# [WHAT YOU SHOULD DO]
Only the text of the records belongs in the answer; the pictures must be dropped.

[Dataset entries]
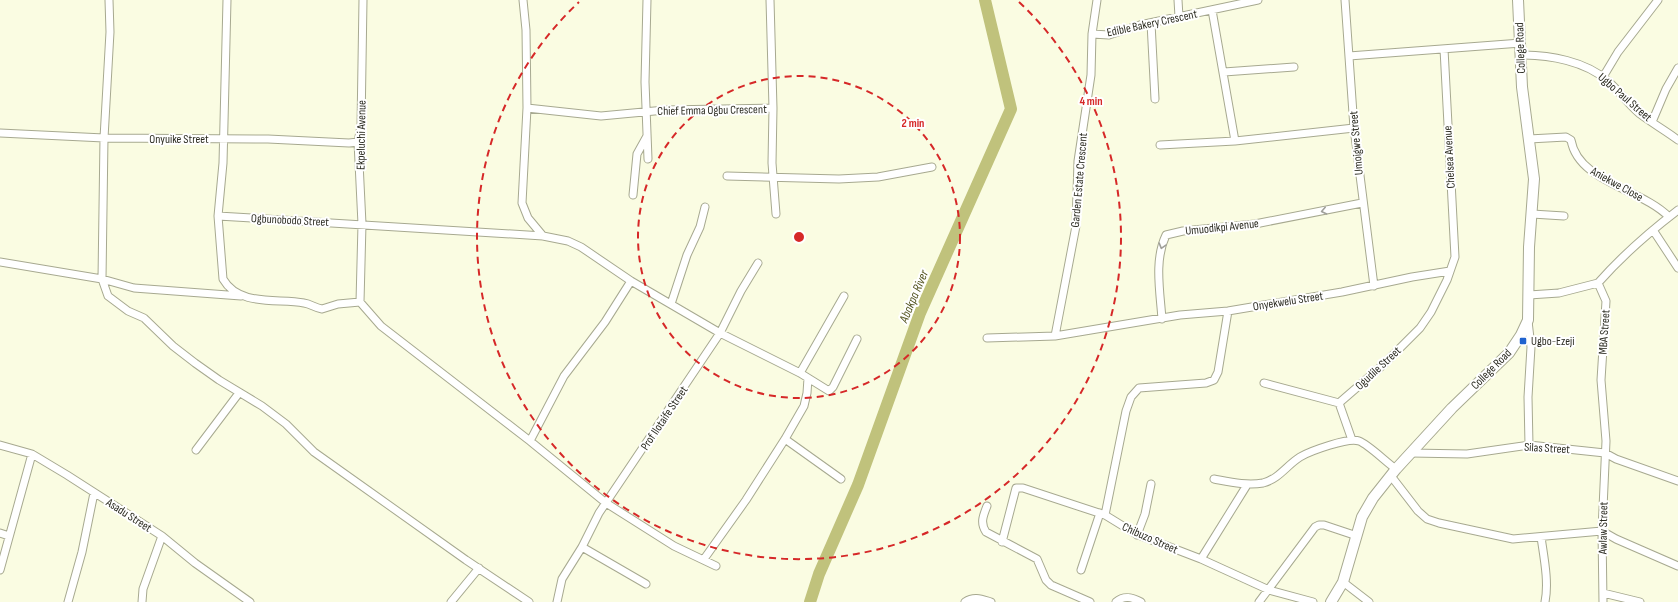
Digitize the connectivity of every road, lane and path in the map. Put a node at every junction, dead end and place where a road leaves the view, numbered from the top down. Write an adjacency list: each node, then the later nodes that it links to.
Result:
1 (109, 0): 33 (street)
2 (227, 0): 34 (street)
3 (363, 0): 38 (street, Ekpeluchi Avenue)
4 (523, 0): 26 (street)
5 (647, 0): 28 (street)
6 (770, 0): 27 (street)
7 (1097, 0): 16 (street, Garden Estate Crescent)
8 (1178, 0): 14 (street)
9 (1258, 0): 13 (street, Edible Bakery Crescent)
10 (1345, 0): 20 (street, Umoigwe Street)
11 (1518, 0): 17 (main road, College Road)
12 (1658, 0): 24 (street)
13 (1212, 10): 14 (street, Edible Bakery Crescent); 23 (street)
14 (1179, 16): 15 (street, Edible Bakery Crescent)
15 (1151, 23): 16 (street, Edible Bakery Crescent); 25 (street)
16 (1092, 34): 73 (street, Garden Estate Crescent)
17 (1521, 43): 18 (street); 19 (main road, College Road)
18 (1444, 49): 20 (street); 58 (street, Chelsea Avenue)
19 (1521, 55): 24 (street, Ugbo Paul Street); 35 (main road, College Road)
20 (1349, 56): 30 (street, Umoigwe Street)
21 (1294, 67): 23 (street)
22 (1678, 68): 29 (street)
23 (1224, 72): 37 (street)
24 (1603, 77): 29 (street, Ugbo Paul Street)
25 (1155, 99)
26 (527, 108): 28 (street, Chief Emma Ogbu Crescent); 55 (street)
27 (773, 108): 28 (street, Chief Emma Ogbu Crescent); 43 (street, Chief Emma Ogbu Crescent)
28 (646, 112): 32 (street)
29 (1652, 122): 36 (street, Ugbo Paul Street)
30 (1354, 128): 37 (street); 45 (street, Umoigwe Street)
31 (0, 133): 33 (street, Onyuike Street)
32 (647, 136): 40 (street); 44 (street)
33 (104, 138): 34 (street, Onyuike Street); 60 (street)
34 (223, 139): 38 (street, Onyuike Street); 50 (street)
35 (1529, 139): 49 (main road, College Road); 52 (street, Aniekwe Close)
36 (1678, 140)
37 (1235, 141): 39 (street)
38 (358, 142): 53 (street, Ekpeluchi Avenue)
39 (1160, 146)
40 (648, 159)
41 (932, 167): 43 (street)
42 (727, 176): 43 (street)
43 (773, 176): 48 (street, Chief Emma Ogbu Crescent)
44 (633, 195)
45 (1362, 203): 63 (street, Umoigwe Street); 70 (street, Umuodikpi Avenue, one-way to 70)
46 (705, 208): 68 (street)
47 (1678, 210): 52 (street)
48 (776, 214)
49 (1532, 214): 51 (street); 64 (main road, College Road)
50 (218, 216): 53 (street, Ogbunobodo Street); 65 (street)
51 (1564, 216)
52 (1669, 217): 54 (street)
53 (362, 224): 55 (street, Ogbunobodo Street); 67 (street, Ekpeluchi Avenue)
54 (1653, 230): 59 (street); 62 (street)
55 (543, 236): 61 (street, Ogbunobodo Street)
56 (0, 262): 60 (street)
57 (758, 263): 72 (street, Prof Ilotaife Street)
58 (1452, 268): 63 (street, Onyekwelu Street); 80 (street, Ogudile Street)
59 (1678, 268)
60 (102, 279): 65 (street); 79 (street)
61 (631, 281): 68 (street, Ogbunobodo Street); 83 (street)
62 (1598, 283): 64 (street); 88 (street, MBA Street)
63 (1374, 286): 69 (street, Onyekwelu Street)
64 (1529, 295): 71 (main road, College Road)
65 (241, 296): 67 (street)
66 (844, 296): 76 (street)
67 (360, 302): 83 (street)
68 (671, 304): 72 (street, Ogbunobodo Street)
69 (1228, 311): 70 (street, Onyekwelu Street); 99 (street)
70 (1162, 319): 73 (street, Onyekwelu Street)
71 (1528, 320): 85 (street); 87 (main road, College Road)
72 (720, 333): 76 (street, Ogbunobodo Street); 97 (street, Prof Ilotaife Street)
73 (1055, 336): 74 (street, Onyekwelu Street)
74 (987, 338)
75 (857, 339): 77 (street, Ogbunobodo Street)
76 (800, 373): 77 (street, Ogbunobodo Street)
77 (808, 378): 81 (street)
78 (1264, 383): 80 (street)
79 (239, 393): 86 (street); 113 (street)
80 (1339, 403): 82 (street)
81 (786, 439): 91 (street); 109 (street)
82 (1352, 440): 90 (street); 95 (street)
83 (530, 441): 97 (street)
84 (0, 445): 89 (street, Asadu Street)
85 (1529, 445): 87 (street, Silas Street); 88 (street, Silas Street)
86 (196, 450)
87 (1411, 453): 90 (main road, College Road)
88 (1605, 453): 93 (street, Silas Street); 100 (street, Awlaw Street)
89 (32, 454): 96 (street, Asadu Street); 103 (street)
90 (1393, 472): 105 (main road, College Road); 106 (street)
91 (841, 478)
92 (1214, 479): 95 (street)
93 (1678, 481)
94 (1151, 484): 102 (street)
95 (1247, 485): 110 (street)
96 (94, 493): 104 (street, Asadu Street); 121 (street)
97 (606, 503): 108 (street, Prof Ilotaife Street); 109 (street)
98 (987, 506): 107 (street)
99 (1102, 514): 102 (street, Chibuzo Street); 107 (street, Chibuzo Street); 115 (street)
100 (1602, 531): 106 (street); 112 (street); 119 (street, Awlaw Street)
101 (0, 533): 103 (street)
102 (1137, 534): 110 (street, Chibuzo Street)
103 (9, 536): 114 (street)
104 (162, 536): 122 (street); 123 (street, Asadu Street)
105 (1357, 536): 116 (main road, College Road); 118 (street)
106 (1541, 538): 136 (street)
107 (1002, 542): 120 (street)
108 (582, 547): 117 (street); 126 (street, Prof Ilotaife Street)
109 (704, 559): 111 (street)
110 (1201, 559): 118 (street, Chibuzo Street)
111 (716, 566)
112 (1678, 566)
113 (479, 568): 124 (street); 125 (street)
114 (0, 570)
115 (1081, 570)
116 (1343, 582): 134 (main road, College Road); 135 (street)
117 (646, 584)
118 (1269, 590): 132 (street); 133 (street, Chibuzo Street)
119 (1603, 593): 137 (street, Awlaw Street); 138 (street)
120 (1075, 600): 129 (street)
121 (68, 602)
122 (142, 602)
123 (250, 602)
124 (451, 602)
125 (529, 602)
126 (557, 602)
127 (965, 602): 128 (street)
128 (991, 602)
129 (1090, 602)
130 (1116, 602): 131 (street)
131 (1141, 602)
132 (1259, 602)
133 (1313, 602)
134 (1332, 602)
135 (1369, 602)
136 (1545, 602)
137 (1603, 602)
138 (1640, 602)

# [OUTPUT OF THE TASK]
Digitize the connectivity of every road, lane and path in the map. Put a node at every junction, dead end and place where a road leaves the view, numbered from the top down. Write an adjacency list: each node, then the later nodes that it links to.
Result:
1 (109, 0): 33 (street)
2 (227, 0): 34 (street)
3 (363, 0): 38 (street, Ekpeluchi Avenue)
4 (523, 0): 26 (street)
5 (647, 0): 28 (street)
6 (770, 0): 27 (street)
7 (1097, 0): 16 (street, Garden Estate Crescent)
8 (1178, 0): 14 (street)
9 (1258, 0): 13 (street, Edible Bakery Crescent)
10 (1345, 0): 20 (street, Umoigwe Street)
11 (1518, 0): 17 (main road, College Road)
12 (1658, 0): 24 (street)
13 (1212, 10): 14 (street, Edible Bakery Crescent); 23 (street)
14 (1179, 16): 15 (street, Edible Bakery Crescent)
15 (1151, 23): 16 (street, Edible Bakery Crescent); 25 (street)
16 (1092, 34): 73 (street, Garden Estate Crescent)
17 (1521, 43): 18 (street); 19 (main road, College Road)
18 (1444, 49): 20 (street); 58 (street, Chelsea Avenue)
19 (1521, 55): 24 (street, Ugbo Paul Street); 35 (main road, College Road)
20 (1349, 56): 30 (street, Umoigwe Street)
21 (1294, 67): 23 (street)
22 (1678, 68): 29 (street)
23 (1224, 72): 37 (street)
24 (1603, 77): 29 (street, Ugbo Paul Street)
25 (1155, 99)
26 (527, 108): 28 (street, Chief Emma Ogbu Crescent); 55 (street)
27 (773, 108): 28 (street, Chief Emma Ogbu Crescent); 43 (street, Chief Emma Ogbu Crescent)
28 (646, 112): 32 (street)
29 (1652, 122): 36 (street, Ugbo Paul Street)
30 (1354, 128): 37 (street); 45 (street, Umoigwe Street)
31 (0, 133): 33 (street, Onyuike Street)
32 (647, 136): 40 (street); 44 (street)
33 (104, 138): 34 (street, Onyuike Street); 60 (street)
34 (223, 139): 38 (street, Onyuike Street); 50 (street)
35 (1529, 139): 49 (main road, College Road); 52 (street, Aniekwe Close)
36 (1678, 140)
37 (1235, 141): 39 (street)
38 (358, 142): 53 (street, Ekpeluchi Avenue)
39 (1160, 146)
40 (648, 159)
41 (932, 167): 43 (street)
42 (727, 176): 43 (street)
43 (773, 176): 48 (street, Chief Emma Ogbu Crescent)
44 (633, 195)
45 (1362, 203): 63 (street, Umoigwe Street); 70 (street, Umuodikpi Avenue, one-way to 70)
46 (705, 208): 68 (street)
47 (1678, 210): 52 (street)
48 (776, 214)
49 (1532, 214): 51 (street); 64 (main road, College Road)
50 (218, 216): 53 (street, Ogbunobodo Street); 65 (street)
51 (1564, 216)
52 (1669, 217): 54 (street)
53 (362, 224): 55 (street, Ogbunobodo Street); 67 (street, Ekpeluchi Avenue)
54 (1653, 230): 59 (street); 62 (street)
55 (543, 236): 61 (street, Ogbunobodo Street)
56 (0, 262): 60 (street)
57 (758, 263): 72 (street, Prof Ilotaife Street)
58 (1452, 268): 63 (street, Onyekwelu Street); 80 (street, Ogudile Street)
59 (1678, 268)
60 (102, 279): 65 (street); 79 (street)
61 (631, 281): 68 (street, Ogbunobodo Street); 83 (street)
62 (1598, 283): 64 (street); 88 (street, MBA Street)
63 (1374, 286): 69 (street, Onyekwelu Street)
64 (1529, 295): 71 (main road, College Road)
65 (241, 296): 67 (street)
66 (844, 296): 76 (street)
67 (360, 302): 83 (street)
68 (671, 304): 72 (street, Ogbunobodo Street)
69 (1228, 311): 70 (street, Onyekwelu Street); 99 (street)
70 (1162, 319): 73 (street, Onyekwelu Street)
71 (1528, 320): 85 (street); 87 (main road, College Road)
72 (720, 333): 76 (street, Ogbunobodo Street); 97 (street, Prof Ilotaife Street)
73 (1055, 336): 74 (street, Onyekwelu Street)
74 (987, 338)
75 (857, 339): 77 (street, Ogbunobodo Street)
76 (800, 373): 77 (street, Ogbunobodo Street)
77 (808, 378): 81 (street)
78 (1264, 383): 80 (street)
79 (239, 393): 86 (street); 113 (street)
80 (1339, 403): 82 (street)
81 (786, 439): 91 (street); 109 (street)
82 (1352, 440): 90 (street); 95 (street)
83 (530, 441): 97 (street)
84 (0, 445): 89 (street, Asadu Street)
85 (1529, 445): 87 (street, Silas Street); 88 (street, Silas Street)
86 (196, 450)
87 (1411, 453): 90 (main road, College Road)
88 (1605, 453): 93 (street, Silas Street); 100 (street, Awlaw Street)
89 (32, 454): 96 (street, Asadu Street); 103 (street)
90 (1393, 472): 105 (main road, College Road); 106 (street)
91 (841, 478)
92 (1214, 479): 95 (street)
93 (1678, 481)
94 (1151, 484): 102 (street)
95 (1247, 485): 110 (street)
96 (94, 493): 104 (street, Asadu Street); 121 (street)
97 (606, 503): 108 (street, Prof Ilotaife Street); 109 (street)
98 (987, 506): 107 (street)
99 (1102, 514): 102 (street, Chibuzo Street); 107 (street, Chibuzo Street); 115 (street)
100 (1602, 531): 106 (street); 112 (street); 119 (street, Awlaw Street)
101 (0, 533): 103 (street)
102 (1137, 534): 110 (street, Chibuzo Street)
103 (9, 536): 114 (street)
104 (162, 536): 122 (street); 123 (street, Asadu Street)
105 (1357, 536): 116 (main road, College Road); 118 (street)
106 (1541, 538): 136 (street)
107 (1002, 542): 120 (street)
108 (582, 547): 117 (street); 126 (street, Prof Ilotaife Street)
109 (704, 559): 111 (street)
110 (1201, 559): 118 (street, Chibuzo Street)
111 (716, 566)
112 (1678, 566)
113 (479, 568): 124 (street); 125 (street)
114 (0, 570)
115 (1081, 570)
116 (1343, 582): 134 (main road, College Road); 135 (street)
117 (646, 584)
118 (1269, 590): 132 (street); 133 (street, Chibuzo Street)
119 (1603, 593): 137 (street, Awlaw Street); 138 (street)
120 (1075, 600): 129 (street)
121 (68, 602)
122 (142, 602)
123 (250, 602)
124 (451, 602)
125 (529, 602)
126 (557, 602)
127 (965, 602): 128 (street)
128 (991, 602)
129 (1090, 602)
130 (1116, 602): 131 (street)
131 (1141, 602)
132 (1259, 602)
133 (1313, 602)
134 (1332, 602)
135 (1369, 602)
136 (1545, 602)
137 (1603, 602)
138 (1640, 602)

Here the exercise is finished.